▶ _What you should do_: What lines in the entries hold the string "view"? List them.

### Supplied records ###

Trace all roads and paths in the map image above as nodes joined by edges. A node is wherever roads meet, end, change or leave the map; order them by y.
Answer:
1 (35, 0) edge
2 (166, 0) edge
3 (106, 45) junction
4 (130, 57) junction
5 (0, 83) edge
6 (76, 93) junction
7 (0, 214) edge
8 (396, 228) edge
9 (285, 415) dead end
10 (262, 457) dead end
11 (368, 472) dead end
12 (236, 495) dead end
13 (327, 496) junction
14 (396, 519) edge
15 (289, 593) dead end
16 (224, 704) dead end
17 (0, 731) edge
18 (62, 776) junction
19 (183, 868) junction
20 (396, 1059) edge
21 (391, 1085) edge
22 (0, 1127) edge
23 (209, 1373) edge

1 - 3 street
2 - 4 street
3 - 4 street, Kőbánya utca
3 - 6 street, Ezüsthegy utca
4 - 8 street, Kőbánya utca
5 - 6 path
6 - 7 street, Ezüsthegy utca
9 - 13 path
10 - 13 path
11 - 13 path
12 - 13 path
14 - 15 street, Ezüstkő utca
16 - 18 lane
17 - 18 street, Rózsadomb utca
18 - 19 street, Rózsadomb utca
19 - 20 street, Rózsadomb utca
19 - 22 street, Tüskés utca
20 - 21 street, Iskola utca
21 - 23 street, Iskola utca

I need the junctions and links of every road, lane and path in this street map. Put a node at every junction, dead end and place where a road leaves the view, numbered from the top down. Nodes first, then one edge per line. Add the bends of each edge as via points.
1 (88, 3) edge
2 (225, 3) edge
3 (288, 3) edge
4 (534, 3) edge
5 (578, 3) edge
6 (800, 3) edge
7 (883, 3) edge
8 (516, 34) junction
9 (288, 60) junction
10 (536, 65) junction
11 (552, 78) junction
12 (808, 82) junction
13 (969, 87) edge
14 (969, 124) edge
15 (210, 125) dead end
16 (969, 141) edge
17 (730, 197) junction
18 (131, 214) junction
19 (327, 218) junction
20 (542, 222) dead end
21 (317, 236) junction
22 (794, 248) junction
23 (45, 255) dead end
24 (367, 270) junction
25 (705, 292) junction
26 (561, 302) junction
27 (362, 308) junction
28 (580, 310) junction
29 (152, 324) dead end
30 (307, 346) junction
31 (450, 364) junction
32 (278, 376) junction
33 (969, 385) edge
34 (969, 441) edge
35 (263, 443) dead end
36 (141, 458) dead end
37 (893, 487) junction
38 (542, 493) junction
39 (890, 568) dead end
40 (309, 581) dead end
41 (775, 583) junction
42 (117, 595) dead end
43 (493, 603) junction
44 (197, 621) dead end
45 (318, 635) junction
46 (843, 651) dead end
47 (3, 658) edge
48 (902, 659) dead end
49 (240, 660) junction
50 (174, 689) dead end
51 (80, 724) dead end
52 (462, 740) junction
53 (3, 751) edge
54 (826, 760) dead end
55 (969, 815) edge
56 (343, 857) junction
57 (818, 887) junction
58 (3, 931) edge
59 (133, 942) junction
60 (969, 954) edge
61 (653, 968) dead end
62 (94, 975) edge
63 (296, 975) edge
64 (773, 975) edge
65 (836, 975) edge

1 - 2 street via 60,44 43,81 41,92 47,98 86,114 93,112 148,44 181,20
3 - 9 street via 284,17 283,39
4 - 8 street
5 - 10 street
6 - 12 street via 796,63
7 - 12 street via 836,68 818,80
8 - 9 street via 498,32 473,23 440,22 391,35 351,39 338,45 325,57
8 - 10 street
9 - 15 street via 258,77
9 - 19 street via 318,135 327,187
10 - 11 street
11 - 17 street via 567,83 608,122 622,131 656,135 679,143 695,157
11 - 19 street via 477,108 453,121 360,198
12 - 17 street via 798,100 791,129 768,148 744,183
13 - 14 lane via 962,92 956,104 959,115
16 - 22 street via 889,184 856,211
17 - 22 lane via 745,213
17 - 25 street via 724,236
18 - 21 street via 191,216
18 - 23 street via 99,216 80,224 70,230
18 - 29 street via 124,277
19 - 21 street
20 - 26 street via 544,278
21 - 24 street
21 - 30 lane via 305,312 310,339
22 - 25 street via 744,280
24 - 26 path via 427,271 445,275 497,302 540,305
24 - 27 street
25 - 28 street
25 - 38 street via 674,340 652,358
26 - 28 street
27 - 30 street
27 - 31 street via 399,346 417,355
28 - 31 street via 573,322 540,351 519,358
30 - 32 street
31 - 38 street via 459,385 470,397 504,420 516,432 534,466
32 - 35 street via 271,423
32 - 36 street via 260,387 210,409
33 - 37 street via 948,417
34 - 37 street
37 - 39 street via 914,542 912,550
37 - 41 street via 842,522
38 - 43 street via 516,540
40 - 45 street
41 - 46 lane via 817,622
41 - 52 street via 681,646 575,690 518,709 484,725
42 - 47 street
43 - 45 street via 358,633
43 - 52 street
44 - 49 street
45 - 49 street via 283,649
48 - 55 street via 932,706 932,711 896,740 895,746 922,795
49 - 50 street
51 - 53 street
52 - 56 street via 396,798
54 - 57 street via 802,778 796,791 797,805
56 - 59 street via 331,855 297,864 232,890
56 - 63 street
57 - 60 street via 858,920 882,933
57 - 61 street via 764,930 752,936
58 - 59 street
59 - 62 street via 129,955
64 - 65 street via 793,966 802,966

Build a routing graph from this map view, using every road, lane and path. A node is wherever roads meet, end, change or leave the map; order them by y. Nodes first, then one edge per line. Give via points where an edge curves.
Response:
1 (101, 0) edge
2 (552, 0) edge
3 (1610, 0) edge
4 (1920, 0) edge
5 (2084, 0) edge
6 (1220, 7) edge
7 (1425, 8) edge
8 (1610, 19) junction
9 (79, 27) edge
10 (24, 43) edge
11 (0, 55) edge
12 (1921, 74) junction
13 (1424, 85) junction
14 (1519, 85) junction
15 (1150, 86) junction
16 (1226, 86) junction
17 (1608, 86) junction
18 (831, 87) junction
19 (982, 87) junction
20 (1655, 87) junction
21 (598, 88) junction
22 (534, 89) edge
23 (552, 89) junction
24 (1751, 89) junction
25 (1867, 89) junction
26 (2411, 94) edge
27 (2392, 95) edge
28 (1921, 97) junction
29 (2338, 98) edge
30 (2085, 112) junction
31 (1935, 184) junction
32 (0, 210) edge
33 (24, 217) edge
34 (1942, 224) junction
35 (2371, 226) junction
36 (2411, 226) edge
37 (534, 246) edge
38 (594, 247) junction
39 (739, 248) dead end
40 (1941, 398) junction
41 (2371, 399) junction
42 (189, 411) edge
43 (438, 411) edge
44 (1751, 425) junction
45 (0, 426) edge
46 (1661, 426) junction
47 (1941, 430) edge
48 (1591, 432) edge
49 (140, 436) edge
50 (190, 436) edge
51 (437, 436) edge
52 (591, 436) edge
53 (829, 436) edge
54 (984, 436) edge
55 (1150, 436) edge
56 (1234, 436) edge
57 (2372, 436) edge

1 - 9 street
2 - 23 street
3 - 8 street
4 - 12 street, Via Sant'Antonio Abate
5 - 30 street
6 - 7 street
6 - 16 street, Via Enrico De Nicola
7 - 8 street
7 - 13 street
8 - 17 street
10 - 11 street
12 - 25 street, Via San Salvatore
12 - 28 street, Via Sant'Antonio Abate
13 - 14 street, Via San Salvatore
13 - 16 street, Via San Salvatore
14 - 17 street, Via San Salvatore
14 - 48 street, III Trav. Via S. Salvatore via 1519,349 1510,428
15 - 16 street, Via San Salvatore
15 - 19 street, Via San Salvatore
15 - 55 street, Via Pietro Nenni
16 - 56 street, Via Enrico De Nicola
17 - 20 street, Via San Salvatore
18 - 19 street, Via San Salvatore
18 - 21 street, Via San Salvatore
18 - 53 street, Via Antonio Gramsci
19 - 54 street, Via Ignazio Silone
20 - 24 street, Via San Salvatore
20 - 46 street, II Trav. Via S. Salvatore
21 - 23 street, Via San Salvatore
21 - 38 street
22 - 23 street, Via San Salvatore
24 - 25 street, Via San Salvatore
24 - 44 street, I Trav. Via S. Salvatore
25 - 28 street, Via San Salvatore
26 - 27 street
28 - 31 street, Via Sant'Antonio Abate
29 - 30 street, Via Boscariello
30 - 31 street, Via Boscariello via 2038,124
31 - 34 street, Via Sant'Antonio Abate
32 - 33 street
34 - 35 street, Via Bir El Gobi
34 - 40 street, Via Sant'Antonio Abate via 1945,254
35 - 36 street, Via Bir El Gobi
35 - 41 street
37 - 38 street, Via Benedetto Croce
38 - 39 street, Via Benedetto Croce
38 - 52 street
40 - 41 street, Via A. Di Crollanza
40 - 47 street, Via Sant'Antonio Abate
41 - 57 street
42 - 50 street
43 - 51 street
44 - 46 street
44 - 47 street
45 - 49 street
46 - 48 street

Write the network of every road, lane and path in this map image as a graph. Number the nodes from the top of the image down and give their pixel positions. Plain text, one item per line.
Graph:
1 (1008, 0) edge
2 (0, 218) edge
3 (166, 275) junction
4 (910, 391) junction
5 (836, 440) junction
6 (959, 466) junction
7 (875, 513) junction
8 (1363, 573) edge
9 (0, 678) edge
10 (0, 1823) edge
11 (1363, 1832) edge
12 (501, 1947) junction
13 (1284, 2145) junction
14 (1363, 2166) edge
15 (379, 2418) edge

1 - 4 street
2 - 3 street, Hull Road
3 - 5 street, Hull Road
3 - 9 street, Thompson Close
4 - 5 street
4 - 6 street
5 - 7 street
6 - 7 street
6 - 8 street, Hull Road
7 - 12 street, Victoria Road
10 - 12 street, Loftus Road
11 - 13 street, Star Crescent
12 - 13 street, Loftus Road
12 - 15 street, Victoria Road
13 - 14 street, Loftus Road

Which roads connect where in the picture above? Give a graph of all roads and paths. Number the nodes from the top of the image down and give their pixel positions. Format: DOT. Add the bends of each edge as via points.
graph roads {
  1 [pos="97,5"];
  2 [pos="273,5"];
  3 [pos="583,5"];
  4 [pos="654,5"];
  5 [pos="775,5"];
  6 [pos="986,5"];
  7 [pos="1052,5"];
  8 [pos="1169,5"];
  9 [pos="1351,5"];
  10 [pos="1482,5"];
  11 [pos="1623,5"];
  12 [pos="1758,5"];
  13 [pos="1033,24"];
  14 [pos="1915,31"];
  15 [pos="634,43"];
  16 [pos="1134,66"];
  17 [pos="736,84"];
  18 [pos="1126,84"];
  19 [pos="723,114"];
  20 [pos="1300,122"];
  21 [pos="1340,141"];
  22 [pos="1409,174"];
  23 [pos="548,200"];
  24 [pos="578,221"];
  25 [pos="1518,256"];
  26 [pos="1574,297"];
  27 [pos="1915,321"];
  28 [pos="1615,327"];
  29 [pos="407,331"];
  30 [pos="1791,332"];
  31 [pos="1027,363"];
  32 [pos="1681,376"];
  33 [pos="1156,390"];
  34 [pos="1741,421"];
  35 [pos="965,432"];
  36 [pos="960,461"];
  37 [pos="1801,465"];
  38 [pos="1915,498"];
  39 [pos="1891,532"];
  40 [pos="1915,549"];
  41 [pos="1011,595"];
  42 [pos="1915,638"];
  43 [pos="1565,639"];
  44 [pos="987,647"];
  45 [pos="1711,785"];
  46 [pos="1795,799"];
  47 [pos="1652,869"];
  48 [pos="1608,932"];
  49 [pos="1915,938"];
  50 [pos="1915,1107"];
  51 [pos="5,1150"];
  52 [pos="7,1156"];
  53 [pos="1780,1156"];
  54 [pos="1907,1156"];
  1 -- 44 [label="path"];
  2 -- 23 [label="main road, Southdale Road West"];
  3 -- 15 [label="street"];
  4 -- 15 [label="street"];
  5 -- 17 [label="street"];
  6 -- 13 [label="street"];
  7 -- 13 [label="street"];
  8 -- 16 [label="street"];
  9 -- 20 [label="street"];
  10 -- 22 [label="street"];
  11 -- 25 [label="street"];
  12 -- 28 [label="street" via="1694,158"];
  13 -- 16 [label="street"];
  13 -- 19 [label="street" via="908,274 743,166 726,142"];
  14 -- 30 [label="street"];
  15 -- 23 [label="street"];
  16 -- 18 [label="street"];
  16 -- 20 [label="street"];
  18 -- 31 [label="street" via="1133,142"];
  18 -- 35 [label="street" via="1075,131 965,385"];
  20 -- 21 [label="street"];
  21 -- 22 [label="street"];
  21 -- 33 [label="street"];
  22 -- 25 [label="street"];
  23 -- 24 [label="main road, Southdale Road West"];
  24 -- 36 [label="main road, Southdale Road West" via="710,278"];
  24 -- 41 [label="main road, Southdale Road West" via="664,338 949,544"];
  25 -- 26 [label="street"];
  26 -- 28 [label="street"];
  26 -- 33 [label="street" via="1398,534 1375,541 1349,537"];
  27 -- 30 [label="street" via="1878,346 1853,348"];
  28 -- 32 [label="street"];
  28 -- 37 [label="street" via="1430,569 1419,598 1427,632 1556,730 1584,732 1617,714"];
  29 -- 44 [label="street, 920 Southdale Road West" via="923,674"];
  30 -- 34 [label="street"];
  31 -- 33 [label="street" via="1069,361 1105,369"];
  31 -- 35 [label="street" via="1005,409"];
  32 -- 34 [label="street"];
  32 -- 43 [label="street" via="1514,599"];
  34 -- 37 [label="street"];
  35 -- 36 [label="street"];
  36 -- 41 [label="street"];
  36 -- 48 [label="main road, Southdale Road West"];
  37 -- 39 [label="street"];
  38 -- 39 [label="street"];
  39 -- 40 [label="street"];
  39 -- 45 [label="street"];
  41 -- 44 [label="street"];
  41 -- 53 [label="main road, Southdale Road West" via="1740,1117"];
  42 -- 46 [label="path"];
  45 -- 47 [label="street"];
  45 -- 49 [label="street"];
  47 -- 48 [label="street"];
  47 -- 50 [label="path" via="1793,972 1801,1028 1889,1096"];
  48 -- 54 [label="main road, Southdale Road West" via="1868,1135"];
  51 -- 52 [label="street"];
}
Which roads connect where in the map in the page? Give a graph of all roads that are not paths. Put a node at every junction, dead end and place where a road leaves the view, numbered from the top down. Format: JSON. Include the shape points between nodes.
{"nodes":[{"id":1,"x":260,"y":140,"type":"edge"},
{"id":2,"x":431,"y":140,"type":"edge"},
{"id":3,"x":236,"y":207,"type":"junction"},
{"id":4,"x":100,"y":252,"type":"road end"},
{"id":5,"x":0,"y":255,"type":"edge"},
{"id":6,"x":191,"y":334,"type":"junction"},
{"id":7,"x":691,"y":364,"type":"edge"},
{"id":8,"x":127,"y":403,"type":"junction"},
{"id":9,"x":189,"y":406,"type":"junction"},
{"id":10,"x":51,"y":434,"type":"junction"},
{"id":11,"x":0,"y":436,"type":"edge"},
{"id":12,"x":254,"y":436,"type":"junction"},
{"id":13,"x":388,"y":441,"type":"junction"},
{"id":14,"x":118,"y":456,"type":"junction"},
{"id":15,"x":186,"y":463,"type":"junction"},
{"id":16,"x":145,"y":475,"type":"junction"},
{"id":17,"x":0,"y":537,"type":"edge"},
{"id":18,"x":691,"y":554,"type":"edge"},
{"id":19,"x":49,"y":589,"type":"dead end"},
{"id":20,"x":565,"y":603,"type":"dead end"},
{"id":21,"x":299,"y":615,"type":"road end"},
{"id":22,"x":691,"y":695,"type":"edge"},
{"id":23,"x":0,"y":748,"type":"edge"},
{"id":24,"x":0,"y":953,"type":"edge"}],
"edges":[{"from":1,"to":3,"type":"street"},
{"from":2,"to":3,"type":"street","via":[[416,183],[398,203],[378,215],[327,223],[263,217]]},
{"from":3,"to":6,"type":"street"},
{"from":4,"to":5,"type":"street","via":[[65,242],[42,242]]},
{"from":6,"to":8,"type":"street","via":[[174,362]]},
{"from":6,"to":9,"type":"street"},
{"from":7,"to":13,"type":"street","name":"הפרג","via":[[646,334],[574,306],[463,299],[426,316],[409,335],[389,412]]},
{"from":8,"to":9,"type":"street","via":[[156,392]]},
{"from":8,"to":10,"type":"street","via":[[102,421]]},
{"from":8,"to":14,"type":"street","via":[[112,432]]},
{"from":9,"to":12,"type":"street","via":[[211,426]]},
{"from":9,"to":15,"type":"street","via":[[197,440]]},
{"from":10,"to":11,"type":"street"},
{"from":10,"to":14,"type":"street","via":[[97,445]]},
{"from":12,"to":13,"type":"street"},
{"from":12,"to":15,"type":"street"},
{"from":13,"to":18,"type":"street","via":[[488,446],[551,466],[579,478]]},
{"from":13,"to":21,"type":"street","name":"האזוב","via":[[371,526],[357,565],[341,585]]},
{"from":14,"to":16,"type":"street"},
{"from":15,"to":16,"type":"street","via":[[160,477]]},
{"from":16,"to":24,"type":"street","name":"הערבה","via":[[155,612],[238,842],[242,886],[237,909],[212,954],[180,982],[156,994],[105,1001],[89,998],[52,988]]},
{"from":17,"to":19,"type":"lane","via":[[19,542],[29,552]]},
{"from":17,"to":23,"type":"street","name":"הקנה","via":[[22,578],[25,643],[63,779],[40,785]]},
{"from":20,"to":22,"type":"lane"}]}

###

▶ _Output for this task_:
I need the junctions and links of every road, lane and path in this street map. Put a node at every junction, dead end and place where a road leaves the view, numbered from the top down. Nodes first, then one edge per line. Add the bends of each edge as via points.
Build a routing graph from this map view, using every road, lane and path. A node is wherever roads meet, end, change or leave the map; order them by y. Nodes first, then one edge per line. Give via points where an edge curves.
Which roads connect where in the map in the page? Give a graph of all roads that are not paths. Put a node at every junction, dead end and place where a road leaves the view, numbered from the top down. Format: JSON. Include the shape points between nodes.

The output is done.